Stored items
--

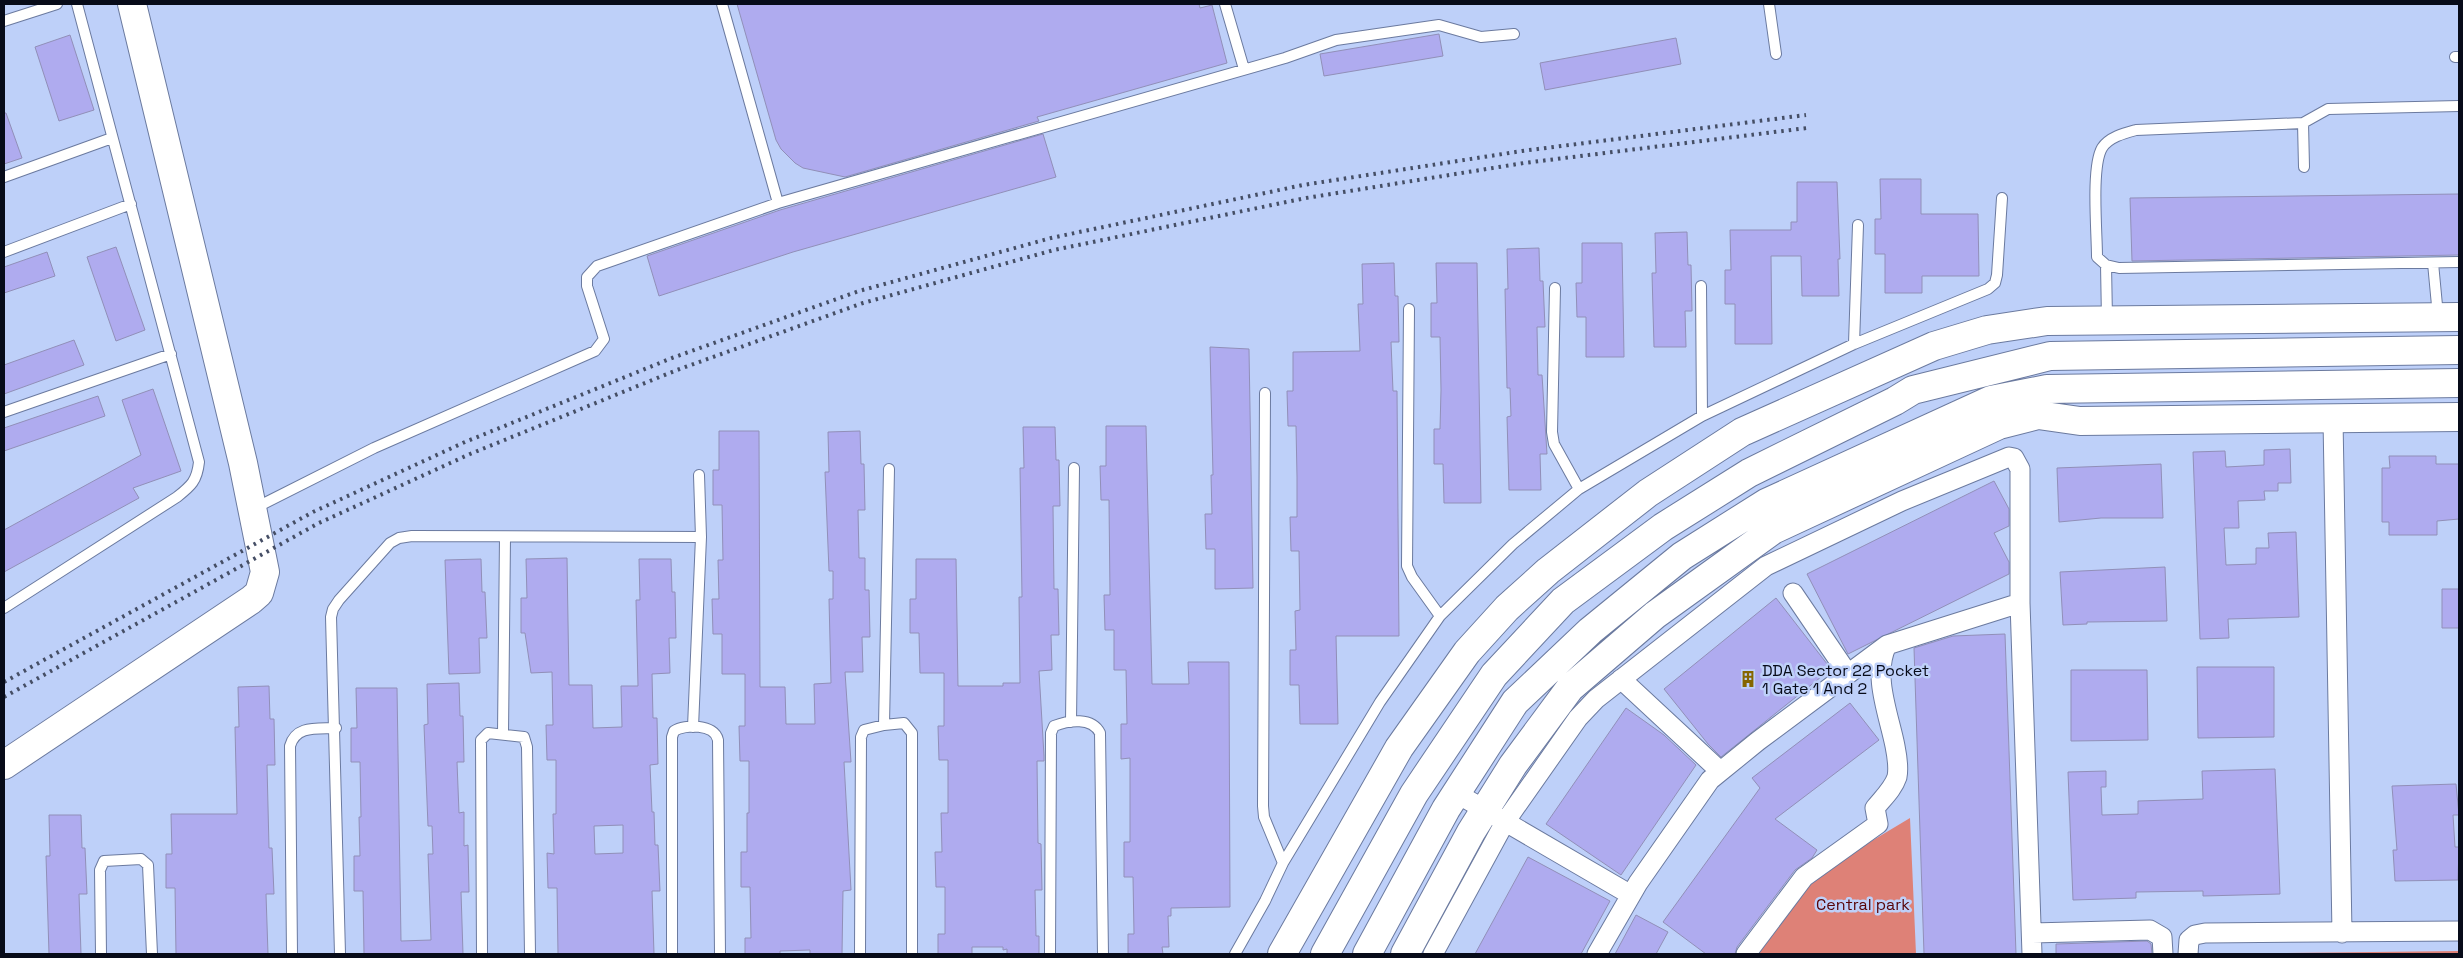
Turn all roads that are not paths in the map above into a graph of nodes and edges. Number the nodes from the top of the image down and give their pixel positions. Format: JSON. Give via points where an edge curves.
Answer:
{"nodes":[{"id":1,"x":57,"y":4,"type":"edge"},
{"id":2,"x":77,"y":4,"type":"edge"},
{"id":3,"x":132,"y":4,"type":"edge"},
{"id":4,"x":722,"y":4,"type":"edge"},
{"id":5,"x":1225,"y":4,"type":"edge"},
{"id":6,"x":1769,"y":4,"type":"edge"},
{"id":7,"x":4,"y":22,"type":"edge"},
{"id":8,"x":1514,"y":34,"type":"dead end"},
{"id":9,"x":1776,"y":54,"type":"dead end"},
{"id":10,"x":1244,"y":70,"type":"junction"},
{"id":11,"x":2459,"y":106,"type":"edge"},
{"id":12,"x":2303,"y":123,"type":"junction"},
{"id":13,"x":112,"y":138,"type":"junction"},
{"id":14,"x":2304,"y":167,"type":"dead end"},
{"id":15,"x":4,"y":177,"type":"edge"},
{"id":16,"x":2002,"y":198,"type":"dead end"},
{"id":17,"x":778,"y":203,"type":"junction"},
{"id":18,"x":131,"y":204,"type":"junction"},
{"id":19,"x":1858,"y":225,"type":"dead end"},
{"id":20,"x":4,"y":252,"type":"edge"},
{"id":21,"x":2459,"y":262,"type":"edge"},
{"id":22,"x":2433,"y":263,"type":"junction"},
{"id":23,"x":2106,"y":265,"type":"junction"},
{"id":24,"x":1701,"y":286,"type":"dead end"},
{"id":25,"x":1555,"y":288,"type":"dead end"},
{"id":26,"x":1409,"y":309,"type":"dead end"},
{"id":27,"x":2449,"y":317,"type":"edge"},
{"id":28,"x":2107,"y":320,"type":"junction"},
{"id":29,"x":1854,"y":344,"type":"junction"},
{"id":30,"x":2459,"y":350,"type":"edge"},
{"id":31,"x":171,"y":354,"type":"junction"},
{"id":32,"x":1913,"y":356,"type":"junction"},
{"id":33,"x":2459,"y":383,"type":"edge"},
{"id":34,"x":1926,"y":387,"type":"junction"},
{"id":35,"x":1265,"y":393,"type":"dead end"},
{"id":36,"x":1991,"y":400,"type":"junction"},
{"id":37,"x":4,"y":412,"type":"edge"},
{"id":38,"x":1702,"y":416,"type":"junction"},
{"id":39,"x":2459,"y":417,"type":"edge"},
{"id":40,"x":2333,"y":419,"type":"junction"},
{"id":41,"x":1998,"y":425,"type":"junction"},
{"id":42,"x":2009,"y":457,"type":"junction"},
{"id":43,"x":889,"y":468,"type":"dead end"},
{"id":44,"x":1074,"y":468,"type":"dead end"},
{"id":45,"x":699,"y":475,"type":"dead end"},
{"id":46,"x":1579,"y":489,"type":"junction"},
{"id":47,"x":252,"y":509,"type":"junction"},
{"id":48,"x":505,"y":537,"type":"junction"},
{"id":49,"x":701,"y":537,"type":"junction"},
{"id":50,"x":1793,"y":593,"type":"dead end"},
{"id":51,"x":2020,"y":604,"type":"junction"},
{"id":52,"x":4,"y":608,"type":"edge"},
{"id":53,"x":1440,"y":616,"type":"junction"},
{"id":54,"x":1887,"y":645,"type":"junction"},
{"id":55,"x":1848,"y":674,"type":"junction"},
{"id":56,"x":1621,"y":679,"type":"junction"},
{"id":57,"x":1071,"y":722,"type":"junction"},
{"id":58,"x":884,"y":724,"type":"junction"},
{"id":59,"x":693,"y":727,"type":"junction"},
{"id":60,"x":336,"y":728,"type":"junction"},
{"id":61,"x":503,"y":733,"type":"junction"},
{"id":62,"x":4,"y":765,"type":"edge"},
{"id":63,"x":1720,"y":771,"type":"junction"},
{"id":64,"x":1456,"y":793,"type":"junction"},
{"id":65,"x":1494,"y":816,"type":"junction"},
{"id":66,"x":1283,"y":863,"type":"junction"},
{"id":67,"x":1631,"y":895,"type":"junction"},
{"id":68,"x":2459,"y":931,"type":"edge"},
{"id":69,"x":2032,"y":933,"type":"junction"},
{"id":70,"x":2342,"y":933,"type":"junction"},
{"id":71,"x":101,"y":954,"type":"edge"},
{"id":72,"x":152,"y":954,"type":"edge"},
{"id":73,"x":292,"y":954,"type":"edge"},
{"id":74,"x":340,"y":954,"type":"edge"},
{"id":75,"x":482,"y":954,"type":"edge"},
{"id":76,"x":530,"y":954,"type":"edge"},
{"id":77,"x":672,"y":954,"type":"edge"},
{"id":78,"x":720,"y":954,"type":"edge"},
{"id":79,"x":860,"y":954,"type":"edge"},
{"id":80,"x":912,"y":954,"type":"edge"},
{"id":81,"x":1050,"y":954,"type":"edge"},
{"id":82,"x":1103,"y":954,"type":"edge"},
{"id":83,"x":1235,"y":954,"type":"edge"},
{"id":84,"x":1282,"y":954,"type":"edge"},
{"id":85,"x":1325,"y":954,"type":"edge"},
{"id":86,"x":1367,"y":954,"type":"edge"},
{"id":87,"x":1405,"y":954,"type":"edge"},
{"id":88,"x":1433,"y":954,"type":"edge"},
{"id":89,"x":1597,"y":954,"type":"edge"},
{"id":90,"x":1746,"y":954,"type":"edge"},
{"id":91,"x":2032,"y":954,"type":"edge"},
{"id":92,"x":2162,"y":954,"type":"edge"},
{"id":93,"x":2188,"y":954,"type":"edge"}],
"edges":[{"from":1,"to":7,"type":"lane"},
{"from":2,"to":13,"type":"lane"},
{"from":3,"to":47,"type":"street"},
{"from":4,"to":17,"type":"lane"},
{"from":5,"to":10,"type":"lane"},
{"from":6,"to":9,"type":"lane"},
{"from":8,"to":10,"type":"lane","via":[[1481,38],[1439,25],[1336,40]]},
{"from":10,"to":17,"type":"lane"},
{"from":11,"to":12,"type":"lane","via":[[2328,109]]},
{"from":12,"to":14,"type":"lane"},
{"from":12,"to":23,"type":"lane","via":[[2136,130],[2119,134],[2103,146],[2096,163],[2097,257]]},
{"from":13,"to":15,"type":"lane"},
{"from":13,"to":18,"type":"lane"},
{"from":16,"to":29,"type":"lane","via":[[1995,283],[1988,289]]},
{"from":17,"to":47,"type":"lane","via":[[597,266],[587,277],[604,339],[595,351],[374,448]]},
{"from":18,"to":20,"type":"lane"},
{"from":18,"to":31,"type":"lane"},
{"from":19,"to":29,"type":"lane"},
{"from":21,"to":22,"type":"lane"},
{"from":22,"to":23,"type":"lane","via":[[2119,268]]},
{"from":22,"to":27,"type":"lane"},
{"from":23,"to":28,"type":"lane"},
{"from":24,"to":38,"type":"lane"},
{"from":25,"to":46,"type":"lane","via":[[1554,444]]},
{"from":26,"to":53,"type":"lane","via":[[1407,566]]},
{"from":27,"to":28,"type":"street"},
{"from":28,"to":32,"type":"street","via":[[2019,323],[1934,346]]},
{"from":29,"to":38,"type":"lane"},
{"from":30,"to":34,"type":"street","via":[[2050,356]]},
{"from":31,"to":37,"type":"lane"},
{"from":31,"to":52,"type":"lane","via":[[199,462],[193,485]]},
{"from":32,"to":34,"type":"street"},
{"from":32,"to":84,"type":"street","via":[[1742,432],[1648,493],[1548,571],[1507,608],[1467,652],[1400,748]]},
{"from":33,"to":36,"type":"street","via":[[2047,389]]},
{"from":34,"to":85,"type":"street","via":[[1914,390],[1749,473],[1663,527],[1563,601],[1494,675],[1414,794]]},
{"from":35,"to":66,"type":"lane","via":[[1262,806]]},
{"from":36,"to":41,"type":"street"},
{"from":36,"to":64,"type":"street","via":[[1766,503],[1682,556],[1590,631],[1515,702]]},
{"from":38,"to":46,"type":"lane"},
{"from":39,"to":40,"type":"street"},
{"from":40,"to":41,"type":"street","via":[[2080,421],[2038,415]]},
{"from":40,"to":70,"type":"street"},
{"from":41,"to":42,"type":"street"},
{"from":41,"to":65,"type":"street","via":[[1773,530],[1655,615],[1570,688],[1512,765]]},
{"from":42,"to":51,"type":"street","via":[[2014,458],[2020,468]]},
{"from":42,"to":56,"type":"street","via":[[1902,501],[1766,566]]},
{"from":43,"to":58,"type":"lane"},
{"from":44,"to":57,"type":"lane"},
{"from":45,"to":49,"type":"lane"},
{"from":46,"to":53,"type":"lane","via":[[1513,544]]},
{"from":47,"to":62,"type":"street","via":[[265,572],[259,593]]},
{"from":48,"to":49,"type":"lane"},
{"from":48,"to":60,"type":"lane","via":[[399,538],[390,543],[339,600],[333,608],[332,617]]},
{"from":48,"to":61,"type":"lane"},
{"from":49,"to":59,"type":"lane"},
{"from":50,"to":55,"type":"street"},
{"from":51,"to":54,"type":"street"},
{"from":51,"to":69,"type":"street"},
{"from":53,"to":66,"type":"lane","via":[[1380,702]]},
{"from":54,"to":55,"type":"street"},
{"from":54,"to":90,"type":"street","via":[[1880,676],[1897,759],[1897,775],[1893,786],[1875,808],[1878,824],[1804,877]]},
{"from":55,"to":63,"type":"street"},
{"from":56,"to":63,"type":"street"},
{"from":56,"to":65,"type":"street","via":[[1585,709]]},
{"from":57,"to":81,"type":"lane","via":[[1054,726],[1051,733]]},
{"from":57,"to":82,"type":"lane","via":[[1090,723],[1100,733]]},
{"from":58,"to":79,"type":"lane","via":[[864,730],[861,737]]},
{"from":58,"to":80,"type":"lane","via":[[904,723],[912,733]]},
{"from":59,"to":77,"type":"lane","via":[[677,729],[672,737]]},
{"from":59,"to":78,"type":"lane","via":[[711,729],[718,740]]},
{"from":60,"to":73,"type":"lane","via":[[300,731],[290,746]]},
{"from":60,"to":74,"type":"lane"},
{"from":61,"to":75,"type":"lane","via":[[488,733],[481,740]]},
{"from":61,"to":76,"type":"lane","via":[[519,735],[526,742]]},
{"from":63,"to":67,"type":"street","via":[[1710,780]]},
{"from":64,"to":65,"type":"street"},
{"from":64,"to":86,"type":"street"},
{"from":65,"to":67,"type":"street"},
{"from":65,"to":87,"type":"street"},
{"from":65,"to":88,"type":"street"},
{"from":66,"to":83,"type":"lane"},
{"from":67,"to":89,"type":"street"},
{"from":68,"to":70,"type":"street"},
{"from":69,"to":91,"type":"street"},
{"from":69,"to":92,"type":"street","via":[[2150,930],[2162,937]]},
{"from":70,"to":93,"type":"street","via":[[2206,933],[2189,940]]},
{"from":71,"to":72,"type":"lane","via":[[100,870],[109,860],[141,860],[148,865]]}]}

--

■ BRIEF
Say how many lines of the data hold the string "edges". Reply with the number alone.

■ RESPONSE AREA
2